Peter O'Brien

Personal information
- Born: County Kerry, Ireland

Sport
- Sport: Gaelic football
- Position: Goalkeeper

Club
- Years: Club
- 1989-2003: Dr. Crokes

Club titles
- Kerry titles: 2
- Munster titles: 2
- All-Ireland Titles: 1

Inter-county
- Years: County / Apps (scores)
- 1995: Kerry / 2 (0-00)

Inter-county titles
- Munster titles: 0
- All-Irelands: 0
- All Stars: 0

= Peter O'Brien (Gaelic footballer) =

Irish Gaelic footballer

Peter O'Brien was a Gaelic football goalkeeper from Killarney, County Kerry, Ireland. He played with the Dr. Crokes club and the Kerry intercounty team.

He played with the Kerry senior team for one season in 1995.

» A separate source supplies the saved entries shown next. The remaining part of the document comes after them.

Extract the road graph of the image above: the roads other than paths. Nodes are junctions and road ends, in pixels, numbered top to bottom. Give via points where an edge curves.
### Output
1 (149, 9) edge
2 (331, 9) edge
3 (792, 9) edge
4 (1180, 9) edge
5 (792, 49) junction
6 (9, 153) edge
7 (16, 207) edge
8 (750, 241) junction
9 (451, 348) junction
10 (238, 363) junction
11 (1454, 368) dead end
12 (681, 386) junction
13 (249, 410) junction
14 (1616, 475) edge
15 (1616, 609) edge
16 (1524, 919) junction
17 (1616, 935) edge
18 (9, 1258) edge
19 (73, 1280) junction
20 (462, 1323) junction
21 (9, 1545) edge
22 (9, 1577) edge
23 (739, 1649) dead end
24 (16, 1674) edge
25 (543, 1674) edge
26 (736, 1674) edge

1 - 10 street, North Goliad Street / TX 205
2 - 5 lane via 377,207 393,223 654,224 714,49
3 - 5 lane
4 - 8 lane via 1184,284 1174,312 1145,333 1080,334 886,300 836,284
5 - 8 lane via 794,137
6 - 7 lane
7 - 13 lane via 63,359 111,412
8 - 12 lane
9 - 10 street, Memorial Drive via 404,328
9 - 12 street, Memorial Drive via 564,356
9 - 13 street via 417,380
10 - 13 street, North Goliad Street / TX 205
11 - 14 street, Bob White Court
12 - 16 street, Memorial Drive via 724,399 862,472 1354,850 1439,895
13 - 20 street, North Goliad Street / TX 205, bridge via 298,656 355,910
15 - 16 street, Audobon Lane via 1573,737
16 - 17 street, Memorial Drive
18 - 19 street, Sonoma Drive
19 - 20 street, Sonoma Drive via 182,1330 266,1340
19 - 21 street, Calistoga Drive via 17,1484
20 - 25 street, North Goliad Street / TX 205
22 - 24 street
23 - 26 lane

After playing underage football, at a senior club level, O'Brien won Kerry Senior Football Championship titles in 1991 and 2000. The 1991 title was the first win since 1914 for Dr. Crokes. O'Brien also won two Munster Senior Club Football Championship titles in 1990 and 1991 and an All-Ireland Senior Club Football Championship in 1992. He now has 3 kids Ross, Lauren, Keelan.

He is credited with giving Colm Cooper his nickname, The Gooch.